Successful trials at ORE Catapult’s test and validation facility in Blyth pave the way for installation of world’s lightest wind farm blade at an operational wind turbine
ACT Blade, a spin-off company from UK yacht-sail developer SMAR Azure, has announced that it has successfully completed the first of two tests of its novel lightweight blade for wind farms at ORE Catapult’s National Renewable Energy Centre in Blyth. These tests will pave the way for its first operational deployment later this year.
Made up of an internal composite structure and high-tech textiles, as opposed to the prevailing fibreglass, ACT’s blades are 24 per cent lighter. A lower weight means blades can be made 10 per cent longer than the standard 55 metre blade around today: producing nine per cent more energy and reducing the cost of energy by 6.7 per cent.
This first of two static tests took place at the Offshore Renewable Energy Catapult’s Blade Test Facility in Blyth. Over three weeks, a full-length blade (13m) withstood the world’s toughest simulation of offshore wind conditions, aimed at testing its structural integrity and durability to the limit.
The test results showed that the blade could withstand extreme loads and every type of direction and twist, going beyond those predicted for an in-service turbine. Post-test inspections show it to have held its shape with no damage. The test data–including optically measured strain and deflection results from within the blade textile–are now being analysed to gain a fuller understanding of the blade’s behaviour.
ACT Blade was founded in 2015 as an offshoot of the established yacht-sail design company SMAR Azure Ltd. The team’s ingenious blade concept was based upon the realisation that the light, durable structure of yacht sails could be adapted for offshore wind turbine blades.
Dr Sabrina Malpede, CEO at ACT Blade, commented:
“I realised that the offshore wind industry was engaged in the same race as we were in the yacht-racing world: we need to reduce loads and capture more wind power without compromising on durability.”

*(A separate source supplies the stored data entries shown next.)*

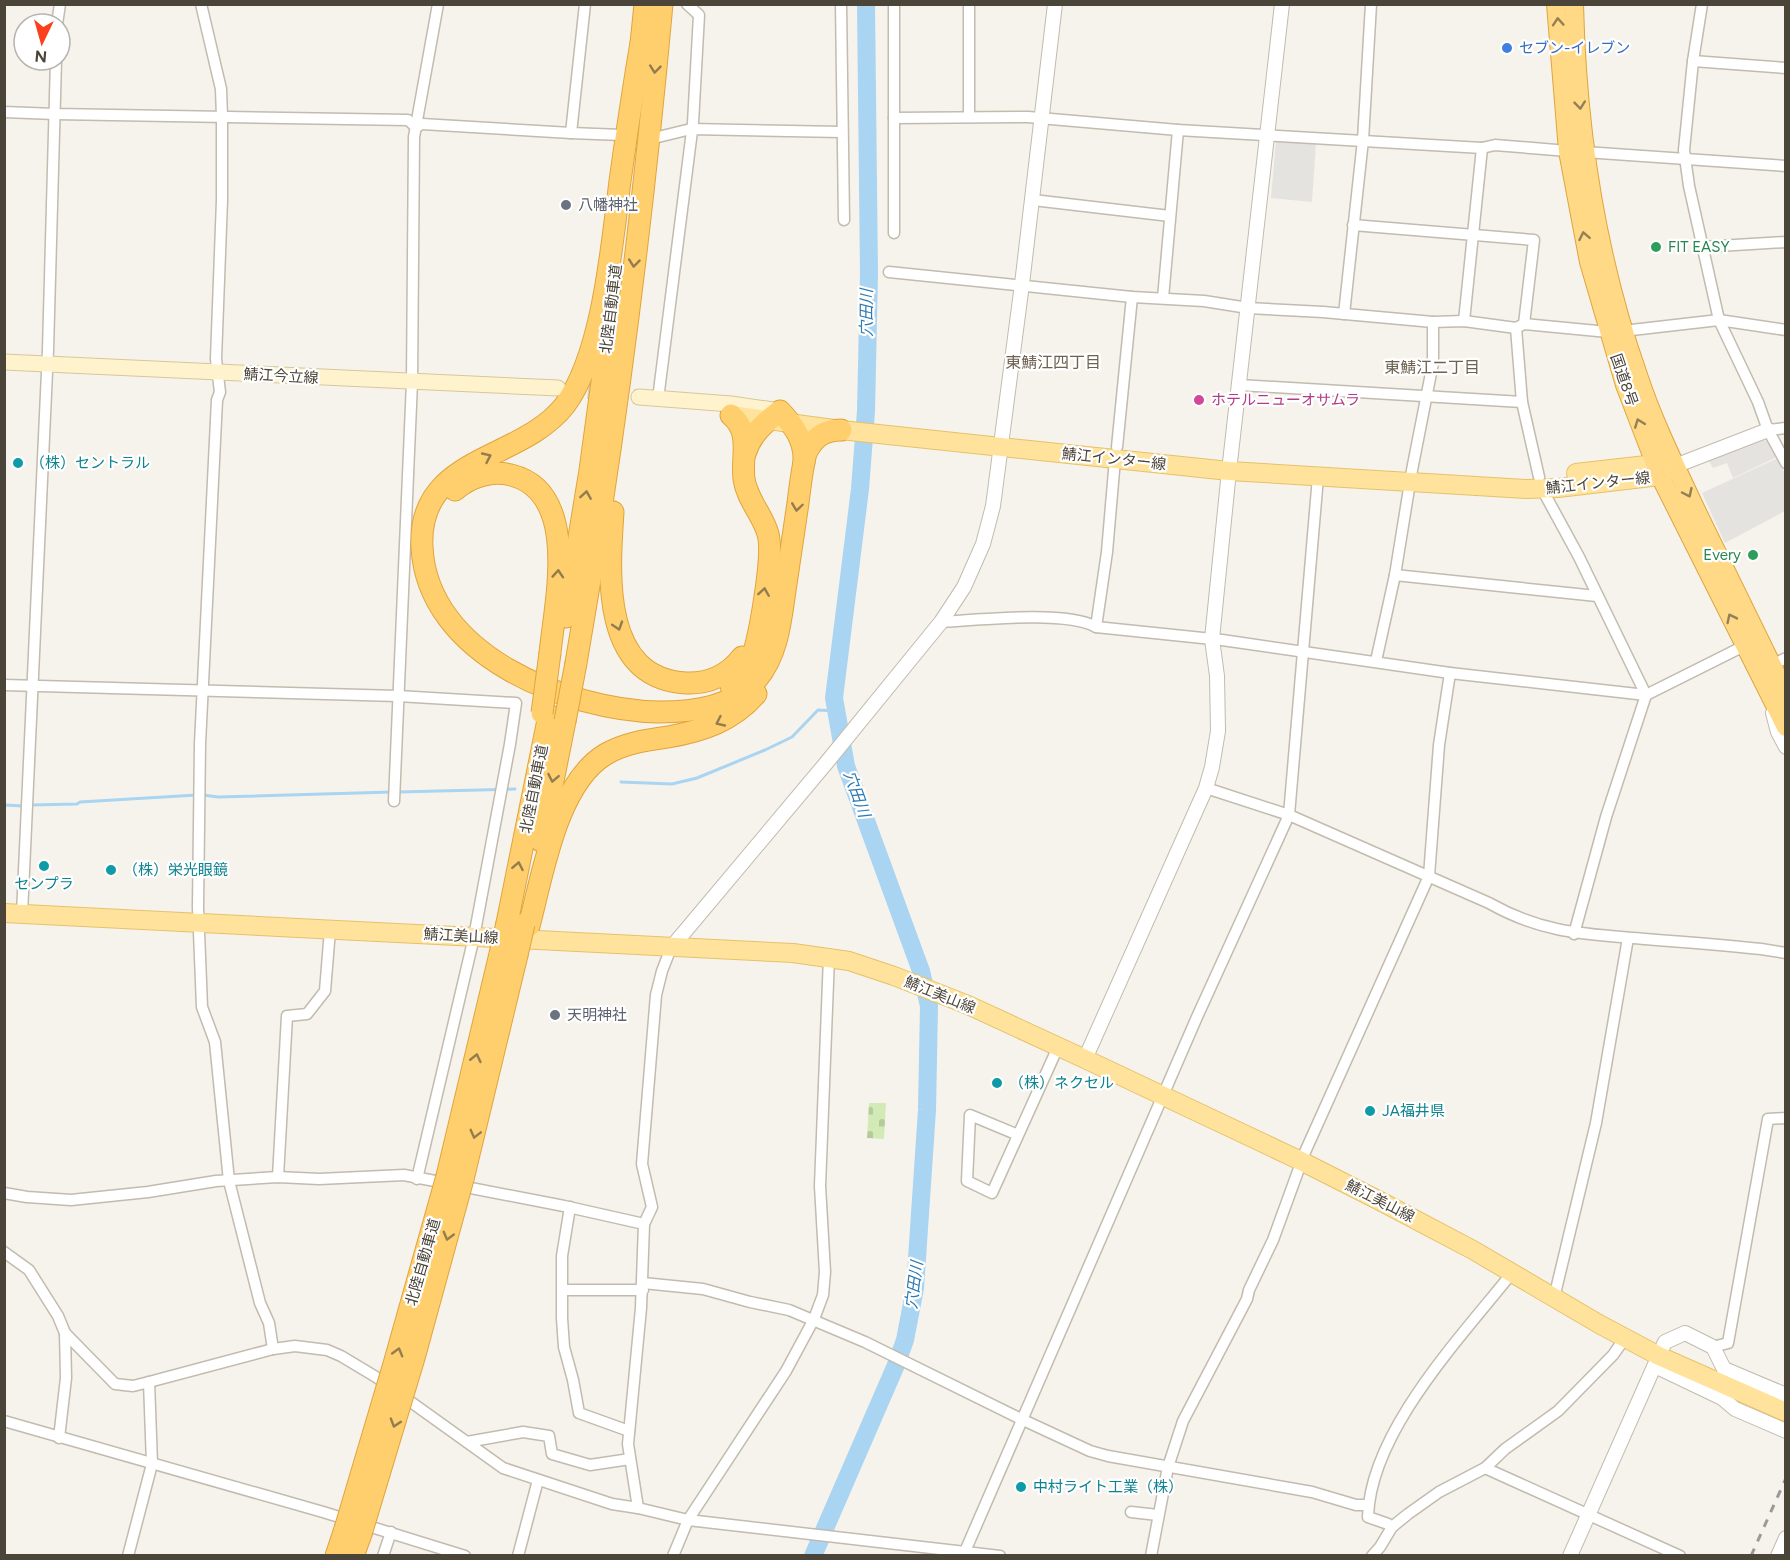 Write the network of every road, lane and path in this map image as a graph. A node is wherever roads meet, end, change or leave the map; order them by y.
1 (201, 4) edge
2 (438, 4) edge
3 (585, 4) edge
4 (687, 4) edge
5 (841, 4) edge
6 (894, 4) edge
7 (969, 4) edge
8 (1055, 4) edge
9 (1282, 4) edge
10 (1371, 4) edge
11 (1556, 4) edge
12 (1574, 4) edge
13 (1702, 4) edge
14 (653, 7) edge
15 (643, 32) junction
16 (1693, 61) junction
17 (1785, 68) edge
18 (56, 72) edge
19 (4, 111) edge
20 (55, 114) junction
21 (969, 116) junction
22 (222, 117) junction
23 (1042, 117) junction
24 (894, 118) junction
25 (416, 127) junction
26 (691, 129) junction
27 (1178, 130) junction
28 (842, 132) junction
29 (571, 133) junction
30 (621, 135) dead end
31 (1267, 135) junction
32 (658, 136) dead end
33 (1363, 140) junction
34 (1482, 148) junction
35 (1576, 152) junction
36 (1685, 160) junction
37 (1785, 166) edge
38 (1032, 200) junction
39 (1170, 216) junction
40 (844, 220) dead end
41 (1353, 225) junction
42 (894, 233) dead end
43 (1472, 236) junction
44 (1785, 242) edge
45 (1702, 247) junction
46 (889, 272) dead end
47 (1022, 284) junction
48 (1132, 297) junction
49 (1163, 298) junction
50 (1248, 308) junction
51 (1344, 314) junction
52 (628, 317) junction
53 (1719, 320) junction
54 (1433, 321) junction
55 (1464, 321) junction
56 (1520, 326) junction
57 (1785, 330) edge
58 (1616, 331) junction
59 (4, 362) edge
60 (47, 364) junction
61 (218, 373) junction
62 (412, 382) junction
63 (1239, 385) junction
64 (558, 388) tunnel mouth
65 (1425, 396) junction
66 (639, 397) tunnel mouth
67 (658, 399) junction
68 (1522, 402) junction
69 (731, 415) junction
70 (780, 418) junction
71 (842, 424) junction
72 (1785, 428) edge
73 (1768, 430) junction
74 (1001, 441) junction
75 (1116, 453) junction
76 (745, 455) junction
77 (804, 462) junction
78 (1785, 463) edge
79 (1230, 465) junction
80 (1663, 468) junction
81 (1411, 476) junction
82 (1318, 477) junction
83 (1540, 483) junction
84 (1395, 575) junction
85 (1597, 596) junction
86 (770, 621) junction
87 (941, 622) junction
88 (1096, 627) junction
89 (1212, 639) junction
90 (1744, 646) junction
91 (1304, 651) junction
92 (562, 657) junction
93 (1376, 661) junction
94 (1778, 662) edge
95 (1450, 673) junction
96 (4, 685) edge
97 (33, 686) junction
98 (1780, 690) edge
99 (202, 691) junction
100 (1646, 694) junction
101 (398, 696) junction
102 (552, 716) junction
103 (1785, 727) edge
104 (1785, 747) edge
105 (1206, 788) junction
106 (394, 801) dead end
107 (1289, 815) junction
108 (1429, 876) junction
109 (13, 913) edge
110 (200, 923) junction
111 (520, 924) junction
112 (330, 930) junction
113 (1574, 934) junction
114 (474, 937) junction
115 (1628, 938) junction
116 (671, 948) junction
117 (1785, 953) edge
118 (513, 955) junction
119 (829, 957) junction
120 (1058, 1047) junction
121 (1085, 1059) junction
122 (1164, 1096) junction
123 (1785, 1118) edge
124 (1018, 1135) junction
125 (1301, 1161) junction
126 (278, 1177) junction
127 (455, 1178) junction
128 (417, 1179) junction
129 (228, 1180) junction
130 (4, 1193) edge
131 (570, 1207) junction
132 (644, 1224) junction
133 (4, 1252) edge
134 (1512, 1273) junction
135 (643, 1287) junction
136 (564, 1290) junction
137 (1554, 1298) junction
138 (814, 1319) junction
139 (65, 1333) junction
140 (1626, 1338) junction
141 (1713, 1347) junction
142 (273, 1348) junction
143 (1657, 1361) junction
144 (149, 1382) junction
145 (1785, 1395) edge
146 (1785, 1412) edge
147 (1021, 1419) junction
148 (4, 1422) edge
149 (629, 1431) junction
150 (1785, 1431) edge
151 (59, 1438) junction
152 (467, 1442) junction
153 (630, 1459) junction
154 (152, 1464) junction
155 (1168, 1467) junction
156 (1485, 1468) junction
157 (538, 1480) junction
158 (1368, 1505) junction
159 (638, 1508) junction
160 (1131, 1512) dead end
161 (1589, 1513) junction
162 (1158, 1515) junction
163 (688, 1520) junction
164 (1392, 1527) junction
165 (353, 1531) junction
166 (390, 1532) junction
167 (1785, 1538) edge
168 (964, 1553) edge
169 (128, 1556) edge
170 (336, 1556) edge
171 (353, 1556) edge
172 (383, 1556) edge
173 (465, 1556) edge
174 (518, 1556) edge
175 (673, 1556) edge
176 (1000, 1556) edge
177 (1151, 1556) edge
178 (1372, 1556) edge
179 (1570, 1556) edge
180 (1680, 1556) edge
181 (1778, 1556) edge

1 - 22 street
2 - 25 street
3 - 29 street
4 - 26 street
5 - 28 street
6 - 24 street
7 - 21 street
8 - 23 street
9 - 31 street
10 - 33 street
35 -> 11 highway, 国道8号
12 -> 35 highway, 国道8号
13 - 16 street
14 - 15 highway, 北陸自動車道
14 -> 52 highway, 北陸自動車道
86 -> 15 highway
92 -> 15 highway, 北陸自動車道
16 - 17 street
16 - 36 street
18 - 20 street
19 - 20 street
20 - 22 street
20 - 60 street
21 - 23 street
21 - 24 street
22 - 25 street
22 - 61 street
23 - 27 street
23 - 38 street
24 - 42 street
25 - 29 street
25 - 62 street
26 - 28 street
26 - 32 street
26 - 67 street
27 - 31 street
27 - 39 street
28 - 40 street
29 - 30 street
31 - 33 street
31 - 50 street
33 - 34 street
33 - 41 street
34 - 35 street
34 - 43 street
35 - 36 street
35 - 58 highway, 国道8号
36 - 37 street
36 - 45 street
38 - 39 street
38 - 47 street
39 - 49 street
41 - 43 street
41 - 51 street
43 - 55 street
43 - 56 street
44 - 45 street
45 - 53 street
46 - 47 street
47 - 48 street
47 - 74 street
48 - 49 street
48 - 75 street
49 - 50 street
50 - 51 street
50 - 63 street
51 - 54 street
52 -> 86 highway
52 - 92 highway, 北陸自動車道
53 - 57 street
53 - 58 street
53 - 73 street
54 - 55 street
54 - 65 street
55 - 56 street
56 - 58 street
56 - 68 street
58 - 80 highway, 国道8号
59 - 60 main road, 鯖江今立線
60 - 61 main road, 鯖江今立線
60 - 97 street
61 - 62 main road, 鯖江今立線
61 - 99 street
62 - 64 main road, 鯖江今立線
62 - 101 street
63 - 65 street
63 - 79 street
65 - 68 street
65 - 81 street
66 - 67 main road
67 - 69 main road
67 - 70 main road
68 - 83 street
69 - 70 main road, 鯖江インター線
69 - 76 highway
70 - 71 main road, 鯖江インター線
70 - 76 highway
70 - 77 highway
71 - 74 main road, 鯖江インター線
71 - 77 highway
72 - 73 street
73 - 78 street
73 - 80 street
74 - 75 main road, 鯖江インター線
74 - 87 street
75 - 79 main road, 鯖江インター線
75 - 88 street
86 -> 76 highway
77 -> 86 highway
79 - 81 main road, 鯖江インター線
79 - 82 main road, 鯖江インター線
79 - 89 street
80 - 83 main road, 鯖江インター線
90 -> 80 highway, 国道8号
80 -> 94 highway, 国道8号
81 - 82 main road, 鯖江インター線
81 - 83 main road, 鯖江インター線
81 - 84 street
82 - 91 street
83 - 85 street
84 - 85 street
84 - 93 street
85 - 100 street
92 -> 86 highway
86 -> 111 highway
87 - 88 street
87 - 116 street
88 - 89 street
89 - 91 street
89 - 105 street
90 - 98 highway, 国道8号
90 - 100 street
91 - 93 street
91 - 107 street
92 - 102 highway, 北陸自動車道, bridge
93 - 95 street
94 - 98 highway, 国道8号
95 - 100 street
95 - 108 street
96 - 97 street
97 - 99 street
97 - 109 street
98 - 103 highway, 国道8号
98 - 104 street
99 - 101 street
99 - 110 street
100 - 113 street
101 - 106 street
101 - 114 street
102 -> 111 highway, 北陸自動車道
111 -> 102 highway, 北陸自動車道
105 - 107 street
105 - 121 street
107 - 108 street
107 - 122 street
108 - 113 street
108 - 125 street
109 - 110 main road, 鯖江美山線
110 - 112 main road, 鯖江美山線
110 - 129 street
111 - 118 highway, 北陸自動車道, bridge
112 - 114 main road, 鯖江美山線
112 - 126 street
113 - 115 street
114 - 116 main road, 鯖江美山線
114 - 128 street
115 - 117 street
115 - 137 street
116 - 119 main road, 鯖江美山線
116 - 132 street
127 -> 118 highway, 北陸自動車道
118 -> 127 highway, 北陸自動車道
119 - 120 main road, 鯖江美山線
119 - 138 street
120 - 121 main road, 鯖江美山線
120 - 124 street
121 - 122 main road, 鯖江美山線
122 - 125 main road, 鯖江美山線
122 - 147 street
123 - 141 street
124 - 124 street
125 - 134 main road, 鯖江美山線
125 - 155 street
126 - 128 street
126 - 129 street
127 - 165 highway, 北陸自動車道, bridge
128 - 131 street
129 - 130 street
129 - 142 street
131 - 132 street
131 - 136 street
132 - 135 street
133 - 139 street
134 - 137 main road, 鯖江美山線
134 - 158 street
135 - 136 street
135 - 138 street
135 - 149 street
136 - 149 street
137 - 140 main road, 鯖江美山線
138 - 147 street
138 - 163 street
139 - 144 street
139 - 151 street
140 - 143 main road, 鯖江美山線
140 - 156 street
141 - 143 street
141 - 145 street
142 - 144 street
142 - 152 street
143 - 146 main road, 鯖江美山線
143 - 150 street
143 - 161 street
144 - 154 street
147 - 155 street
147 - 168 street
148 - 151 street
149 - 153 street
151 - 154 street
152 - 153 street
152 - 157 street
153 - 159 street
154 - 166 street
154 - 169 street
155 - 158 street
155 - 162 street
156 - 161 street
156 - 164 street
157 - 159 street
157 - 174 street
158 - 164 street
159 - 163 street
160 - 162 street
161 - 179 street
161 - 180 street
162 - 177 street
163 - 168 street
163 - 175 street
164 - 178 street
165 - 170 highway, 北陸自動車道
165 - 171 highway, 北陸自動車道
166 - 172 street
166 - 173 street
167 - 181 street
168 - 176 street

“Today, I am delighted that after three projects funded by Innovate UK, we have proven our concept. I would like to thank all our partners who have made this breakthrough possible: ORE Catapult, Advanced Materials Research Centre, Advanced Forming Research Centre, the Energy Technology Centre (ETC) and InnoEnergy.”
Over the next six months, ACT Blade will work with the Energy Technology Centre to prepare for installation of three blades on a working wind turbine at the Myres Hill Wind Farm in Scotland, as a further step towards commercialisation of the blade concept.
“This is great news for the development of novel wind turbine blade designs, ensuring we can continue to improve offshore wind productivity and reduce costs, embedding offshore renewables at the heart of the UK’s future energy mix. The ACT Blade team has pushed the limits of what is physically possible, putting UK technology in pole position in the innovation race. It’s also an inspirational story, showing how an Eureka moment can be turned into a future export that could generate billions in revenue for the UK. We’ve come a long way since Sabrina first answered one of our Innovation Challenges back in 2015, and I am excited to see the journey ahead.”
About ACT Blade
ACT Blade Ltd was founded in November 2015 following the completion of a feasibility study conducted in collaboration with DNV-GL and Offshore Renewable Energy Catapult. This study demonstrated the ACT Blade is not only technically viable, but it can also offer significant LCOE savings. The founders are Dr Sabrina Malpede (Managing Director), Dr Alessandro Rosiello (Finance and Non-Executive Director) and Dr Donald MacVicar (Technical Director). The team’s first successful venture, SMAR Azure Ltd, is the market leader in tailored computerized design and analytical software for the marine industry. Their products are used by over 200 users, including two certification agencies (Lloyd’s Register and RINA) in 30 countries. The R&D team comprises specialists in aerodynamics, structures mechanical and composite engineering.